» EXERCISE AIM
Copy out all the lines in the records that include the word "junctions".
-- -- --
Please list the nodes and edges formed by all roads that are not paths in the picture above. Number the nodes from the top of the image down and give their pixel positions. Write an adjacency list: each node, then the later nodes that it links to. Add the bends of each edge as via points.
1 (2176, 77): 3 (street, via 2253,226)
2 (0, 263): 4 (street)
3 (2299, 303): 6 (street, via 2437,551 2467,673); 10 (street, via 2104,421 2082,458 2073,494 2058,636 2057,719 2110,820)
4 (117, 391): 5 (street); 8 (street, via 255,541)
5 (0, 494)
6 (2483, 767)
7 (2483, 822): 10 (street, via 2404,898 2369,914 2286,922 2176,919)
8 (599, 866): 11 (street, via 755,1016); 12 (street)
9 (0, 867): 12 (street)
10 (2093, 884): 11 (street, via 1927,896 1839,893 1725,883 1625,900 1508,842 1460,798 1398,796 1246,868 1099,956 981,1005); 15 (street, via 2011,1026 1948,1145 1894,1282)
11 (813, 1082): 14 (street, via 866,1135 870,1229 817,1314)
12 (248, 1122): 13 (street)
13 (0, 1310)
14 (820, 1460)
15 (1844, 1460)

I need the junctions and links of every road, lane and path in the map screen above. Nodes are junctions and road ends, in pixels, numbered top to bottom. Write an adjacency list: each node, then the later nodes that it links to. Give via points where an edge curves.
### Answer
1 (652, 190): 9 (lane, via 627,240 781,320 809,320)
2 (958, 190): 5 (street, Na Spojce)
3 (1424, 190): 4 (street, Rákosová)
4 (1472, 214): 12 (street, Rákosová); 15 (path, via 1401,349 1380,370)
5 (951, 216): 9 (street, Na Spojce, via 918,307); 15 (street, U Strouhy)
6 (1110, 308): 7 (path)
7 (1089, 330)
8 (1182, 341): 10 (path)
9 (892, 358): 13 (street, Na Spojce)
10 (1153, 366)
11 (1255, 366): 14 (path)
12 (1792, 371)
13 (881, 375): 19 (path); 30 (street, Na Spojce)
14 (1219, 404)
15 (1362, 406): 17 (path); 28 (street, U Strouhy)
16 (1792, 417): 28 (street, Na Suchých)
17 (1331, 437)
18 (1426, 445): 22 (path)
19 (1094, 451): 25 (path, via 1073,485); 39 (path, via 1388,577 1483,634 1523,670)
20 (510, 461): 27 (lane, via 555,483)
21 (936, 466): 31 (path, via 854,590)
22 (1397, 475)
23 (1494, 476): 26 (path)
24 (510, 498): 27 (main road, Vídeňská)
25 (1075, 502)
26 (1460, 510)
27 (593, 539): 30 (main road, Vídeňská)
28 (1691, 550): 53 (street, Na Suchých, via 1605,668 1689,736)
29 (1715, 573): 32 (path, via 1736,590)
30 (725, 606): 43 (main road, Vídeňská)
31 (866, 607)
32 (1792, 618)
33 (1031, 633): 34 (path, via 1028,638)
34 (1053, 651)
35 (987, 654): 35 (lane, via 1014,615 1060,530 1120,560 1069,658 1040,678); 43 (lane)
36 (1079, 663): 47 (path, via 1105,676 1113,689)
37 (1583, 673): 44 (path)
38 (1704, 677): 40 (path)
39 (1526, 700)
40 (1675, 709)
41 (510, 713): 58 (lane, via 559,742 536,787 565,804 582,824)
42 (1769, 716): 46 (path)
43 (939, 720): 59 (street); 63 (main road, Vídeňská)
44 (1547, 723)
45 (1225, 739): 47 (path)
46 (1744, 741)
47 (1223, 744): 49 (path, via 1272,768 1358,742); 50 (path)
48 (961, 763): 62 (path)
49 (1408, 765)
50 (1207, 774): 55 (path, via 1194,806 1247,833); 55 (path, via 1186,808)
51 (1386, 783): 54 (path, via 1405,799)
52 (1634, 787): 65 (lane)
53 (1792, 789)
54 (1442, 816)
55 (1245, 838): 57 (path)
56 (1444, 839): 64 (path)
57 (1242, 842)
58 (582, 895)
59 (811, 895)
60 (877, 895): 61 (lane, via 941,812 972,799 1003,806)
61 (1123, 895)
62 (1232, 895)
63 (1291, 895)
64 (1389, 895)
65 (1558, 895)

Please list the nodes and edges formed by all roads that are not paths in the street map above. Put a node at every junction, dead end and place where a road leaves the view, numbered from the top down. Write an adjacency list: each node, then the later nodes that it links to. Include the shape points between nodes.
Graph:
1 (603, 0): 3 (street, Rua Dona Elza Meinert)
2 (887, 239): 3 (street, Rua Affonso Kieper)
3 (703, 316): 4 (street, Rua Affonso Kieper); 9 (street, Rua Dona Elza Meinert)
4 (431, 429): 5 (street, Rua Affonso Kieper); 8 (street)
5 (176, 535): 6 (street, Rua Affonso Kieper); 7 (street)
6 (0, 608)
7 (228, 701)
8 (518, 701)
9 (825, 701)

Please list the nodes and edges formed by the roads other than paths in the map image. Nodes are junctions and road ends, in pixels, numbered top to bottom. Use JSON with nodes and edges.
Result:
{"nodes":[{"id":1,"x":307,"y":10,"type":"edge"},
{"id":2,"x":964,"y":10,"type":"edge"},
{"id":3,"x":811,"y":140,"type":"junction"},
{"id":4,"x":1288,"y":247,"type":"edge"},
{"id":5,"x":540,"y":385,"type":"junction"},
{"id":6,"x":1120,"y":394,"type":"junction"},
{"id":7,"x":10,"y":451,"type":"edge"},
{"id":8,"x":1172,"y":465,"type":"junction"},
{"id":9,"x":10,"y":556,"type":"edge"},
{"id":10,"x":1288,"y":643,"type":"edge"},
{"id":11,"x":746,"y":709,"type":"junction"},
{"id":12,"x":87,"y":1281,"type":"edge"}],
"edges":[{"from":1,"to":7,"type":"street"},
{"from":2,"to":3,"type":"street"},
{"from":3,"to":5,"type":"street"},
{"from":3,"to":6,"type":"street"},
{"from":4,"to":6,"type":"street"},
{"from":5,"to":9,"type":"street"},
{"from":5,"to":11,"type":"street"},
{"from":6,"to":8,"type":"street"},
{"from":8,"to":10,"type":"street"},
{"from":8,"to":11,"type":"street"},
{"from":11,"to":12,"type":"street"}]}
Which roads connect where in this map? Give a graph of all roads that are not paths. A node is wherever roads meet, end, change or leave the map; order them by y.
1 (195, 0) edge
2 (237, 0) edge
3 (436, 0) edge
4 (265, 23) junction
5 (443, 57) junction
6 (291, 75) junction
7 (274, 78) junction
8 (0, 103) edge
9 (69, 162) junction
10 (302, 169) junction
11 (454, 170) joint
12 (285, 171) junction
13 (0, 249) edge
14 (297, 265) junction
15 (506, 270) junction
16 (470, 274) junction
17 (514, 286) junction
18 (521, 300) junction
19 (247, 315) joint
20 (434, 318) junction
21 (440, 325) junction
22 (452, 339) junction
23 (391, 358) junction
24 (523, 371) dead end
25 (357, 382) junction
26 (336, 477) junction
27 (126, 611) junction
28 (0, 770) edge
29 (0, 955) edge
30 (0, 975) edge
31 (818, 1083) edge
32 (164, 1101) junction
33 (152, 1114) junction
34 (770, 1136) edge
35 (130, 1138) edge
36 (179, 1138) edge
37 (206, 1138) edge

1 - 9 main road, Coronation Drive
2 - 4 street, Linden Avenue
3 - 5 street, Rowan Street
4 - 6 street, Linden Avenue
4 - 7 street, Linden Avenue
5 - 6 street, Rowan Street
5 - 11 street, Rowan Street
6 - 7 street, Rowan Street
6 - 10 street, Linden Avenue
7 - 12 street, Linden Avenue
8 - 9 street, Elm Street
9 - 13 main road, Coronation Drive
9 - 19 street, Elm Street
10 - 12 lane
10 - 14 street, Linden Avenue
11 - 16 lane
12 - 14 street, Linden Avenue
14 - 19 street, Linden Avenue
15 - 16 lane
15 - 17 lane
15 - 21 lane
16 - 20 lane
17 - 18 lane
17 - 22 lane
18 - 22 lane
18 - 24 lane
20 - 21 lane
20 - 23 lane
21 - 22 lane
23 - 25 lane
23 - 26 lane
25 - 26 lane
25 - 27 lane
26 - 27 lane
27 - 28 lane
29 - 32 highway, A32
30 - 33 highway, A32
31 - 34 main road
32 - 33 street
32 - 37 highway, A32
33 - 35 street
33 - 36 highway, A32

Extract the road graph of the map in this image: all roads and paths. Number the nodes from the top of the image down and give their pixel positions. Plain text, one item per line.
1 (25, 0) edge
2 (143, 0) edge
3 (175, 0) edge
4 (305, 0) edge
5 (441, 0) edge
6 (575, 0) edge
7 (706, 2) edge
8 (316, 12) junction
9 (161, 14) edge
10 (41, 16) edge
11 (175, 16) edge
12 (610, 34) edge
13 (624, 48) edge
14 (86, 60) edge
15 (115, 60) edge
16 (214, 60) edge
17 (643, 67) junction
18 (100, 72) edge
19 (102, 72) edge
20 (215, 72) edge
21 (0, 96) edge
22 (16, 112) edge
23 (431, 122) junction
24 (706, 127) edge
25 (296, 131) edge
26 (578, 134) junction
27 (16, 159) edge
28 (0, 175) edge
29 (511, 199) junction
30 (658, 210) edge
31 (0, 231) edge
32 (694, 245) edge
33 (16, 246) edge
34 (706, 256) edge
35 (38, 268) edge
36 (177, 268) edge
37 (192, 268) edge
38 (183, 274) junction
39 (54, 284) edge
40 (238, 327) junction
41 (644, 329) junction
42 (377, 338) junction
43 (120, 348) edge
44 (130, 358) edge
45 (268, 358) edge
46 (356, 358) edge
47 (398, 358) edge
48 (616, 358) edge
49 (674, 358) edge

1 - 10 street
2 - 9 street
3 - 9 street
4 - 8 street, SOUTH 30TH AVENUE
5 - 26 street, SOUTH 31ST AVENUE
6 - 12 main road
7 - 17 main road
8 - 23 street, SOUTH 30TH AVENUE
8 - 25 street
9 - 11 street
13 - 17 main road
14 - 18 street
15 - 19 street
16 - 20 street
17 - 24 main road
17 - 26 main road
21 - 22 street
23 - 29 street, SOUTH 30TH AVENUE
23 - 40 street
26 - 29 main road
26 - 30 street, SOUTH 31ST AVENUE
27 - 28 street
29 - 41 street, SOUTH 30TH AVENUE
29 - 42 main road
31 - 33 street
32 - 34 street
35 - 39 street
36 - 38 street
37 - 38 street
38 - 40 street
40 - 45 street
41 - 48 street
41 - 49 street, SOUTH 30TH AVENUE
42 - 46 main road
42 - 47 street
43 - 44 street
-- -- --
» RESULT OF THE EXERCISE
I need the junctions and links of every road, lane and path in the map screen above. Nodes are junctions and road ends, in pixels, numbered top to bottom. Write an adjacency list: each node, then the later nodes that it links to. Give via points where an edge curves.
Please list the nodes and edges formed by the roads other than paths in the map image. Nodes are junctions and road ends, in pixels, numbered top to bottom. Use JSON with nodes and edges.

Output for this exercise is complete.